Stored data:
<<<<

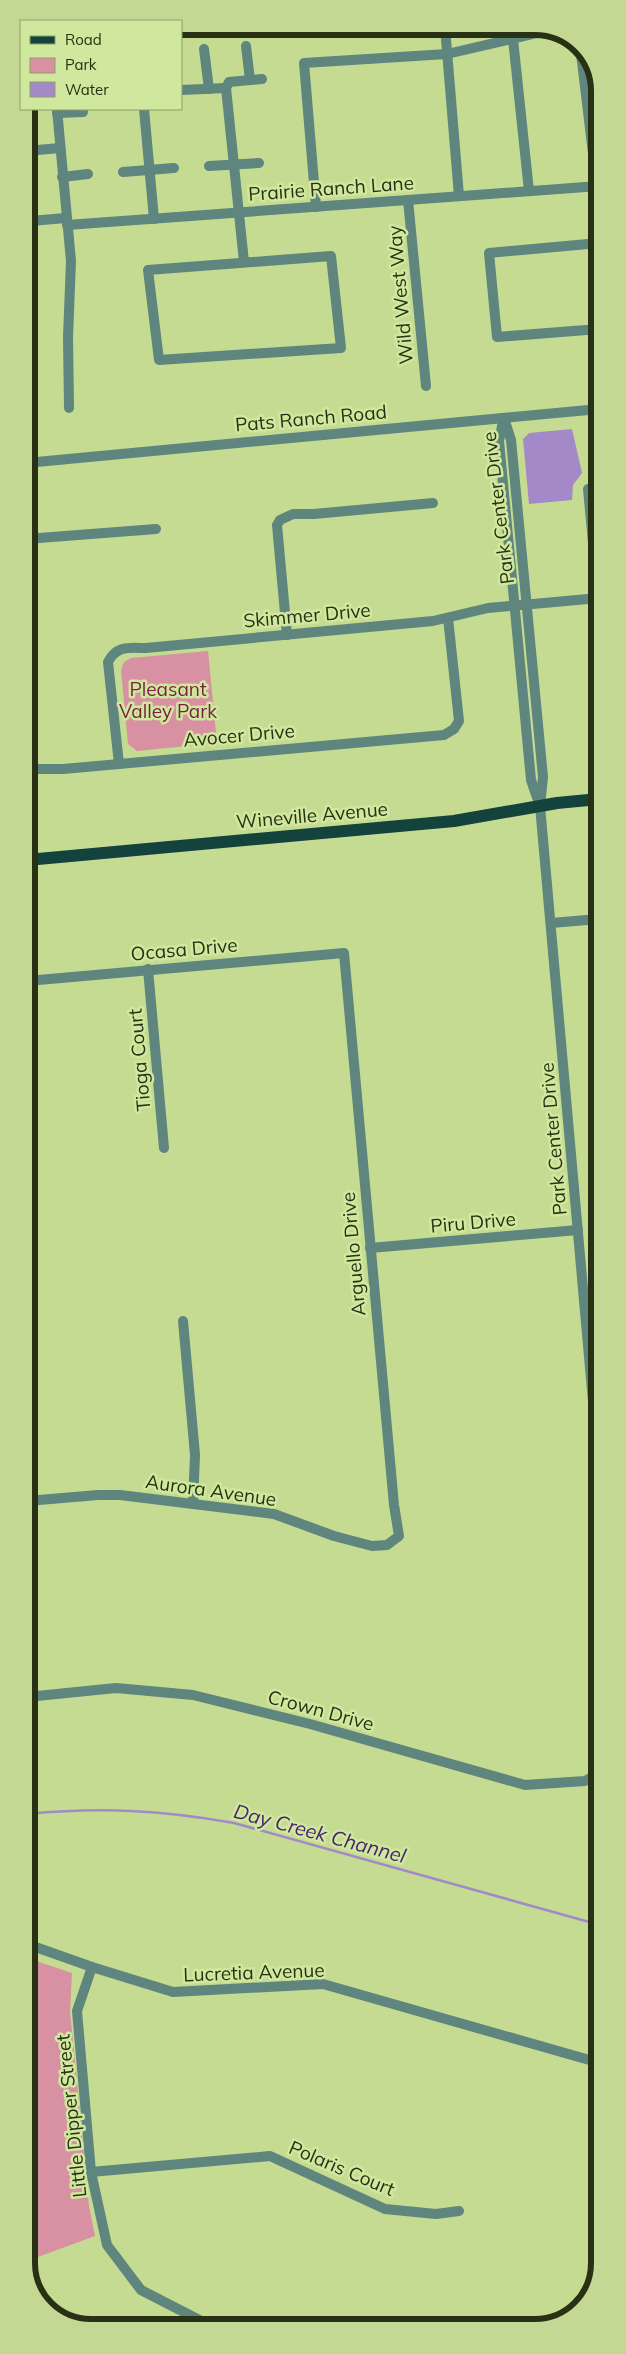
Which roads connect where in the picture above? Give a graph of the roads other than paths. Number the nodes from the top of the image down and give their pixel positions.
1 (446, 35) edge
2 (529, 35) edge
3 (512, 39) junction
4 (246, 46) dead end
5 (204, 49) dead end
6 (448, 54) junction
7 (582, 60) edge
8 (262, 79) dead end
9 (250, 80) junction
10 (226, 88) junction
11 (209, 89) junction
12 (182, 90) edge
13 (144, 110) edge
14 (57, 111) edge
15 (83, 112) dead end
16 (591, 131) edge
17 (60, 148) junction
18 (35, 150) edge
19 (259, 163) dead end
20 (234, 165) junction
21 (208, 166) dead end
22 (174, 168) dead end
23 (150, 171) junction
24 (123, 172) dead end
25 (88, 174) dead end
26 (62, 177) junction
27 (591, 187) edge
28 (529, 191) junction
29 (459, 196) junction
30 (408, 200) junction
31 (316, 207) junction
32 (239, 212) junction
33 (154, 219) junction
34 (35, 221) edge
35 (66, 222) junction
36 (591, 244) edge
37 (244, 262) junction
38 (591, 330) edge
39 (426, 386) dead end
40 (69, 408) dead end
41 (591, 409) edge
42 (504, 418) junction
43 (35, 462) edge
44 (432, 503) dead end
45 (156, 529) dead end
46 (35, 539) edge
47 (591, 601) edge
48 (526, 604) junction
49 (515, 605) junction
50 (448, 618) junction
51 (287, 635) junction
52 (119, 764) junction
53 (35, 770) edge
54 (591, 800) edge
55 (540, 806) junction
56 (35, 859) edge
57 (591, 920) edge
58 (551, 923) junction
59 (344, 954) joint
60 (148, 969) junction
61 (35, 979) edge
62 (164, 1148) dead end
63 (578, 1230) junction
64 (370, 1248) junction
65 (183, 1321) dead end
66 (591, 1341) edge
67 (35, 1500) edge
68 (193, 1504) junction
69 (387, 1546) joint
70 (35, 1696) edge
71 (591, 1778) edge
72 (35, 1947) edge
73 (92, 1967) junction
74 (591, 2059) edge
75 (91, 2172) junction
76 (459, 2211) dead end
77 (197, 2319) edge

1 - 6 street
2 - 3 street
3 - 6 street
3 - 28 street
4 - 9 street
5 - 11 street
6 - 29 street
6 - 31 street
7 - 16 street
8 - 9 street
9 - 10 street
10 - 11 street
10 - 20 street
11 - 12 street
13 - 23 street
14 - 15 street
14 - 17 street
17 - 18 street
17 - 26 street
19 - 20 street
20 - 21 street
20 - 32 street
22 - 23 street
23 - 24 street
23 - 33 street
25 - 26 street
26 - 35 street
27 - 28 street, Prairie Ranch Lane
28 - 29 street, Prairie Ranch Lane
29 - 30 street, Prairie Ranch Lane
30 - 31 street, Prairie Ranch Lane
30 - 39 street, Wild West Way
31 - 32 street, Prairie Ranch Lane
32 - 33 street, Prairie Ranch Lane
32 - 37 street
33 - 35 street, Prairie Ranch Lane
34 - 35 street, Prairie Ranch Lane
35 - 40 street
36 - 38 street
37 - 37 street
41 - 42 street, Pats Ranch Road
42 - 43 street, Pats Ranch Road
42 - 48 street, Park Center Drive
42 - 49 street, Park Center Drive
44 - 51 street
45 - 46 street
47 - 48 street, Skimmer Drive
48 - 49 street, Skimmer Drive
48 - 55 street, Park Center Drive
49 - 50 street, Skimmer Drive
49 - 55 street, Park Center Drive
50 - 51 street, Skimmer Drive
50 - 52 street, Avocer Drive
51 - 52 street, Skimmer Drive
52 - 53 street, Avocer Drive
54 - 55 main road, Wineville Avenue
55 - 56 main road, Wineville Avenue
55 - 58 street, Park Center Drive
57 - 58 street
58 - 63 street, Park Center Drive
59 - 60 street, Ocasa Drive
59 - 64 street, Arguello Drive
60 - 61 street, Ocasa Drive
60 - 62 street, Tioga Court
63 - 64 street, Piru Drive
63 - 66 street, Park Center Drive
64 - 69 street, Arguello Drive
65 - 68 street
67 - 68 street, Aurora Avenue
68 - 69 street, Aurora Avenue
70 - 71 street, Crown Drive
72 - 73 street, Lucretia Avenue
73 - 74 street, Lucretia Avenue
73 - 75 street, Little Dipper Street
75 - 76 street, Polaris Court
75 - 77 street, Little Dipper Street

>>>>

▶ **WORK INSTRUCTIONS**:
In the data above, find each line where the string "Arguello" appears, then copy it.

▶ **EXERCISE OUTPUT**:
59 - 64 street, Arguello Drive
64 - 69 street, Arguello Drive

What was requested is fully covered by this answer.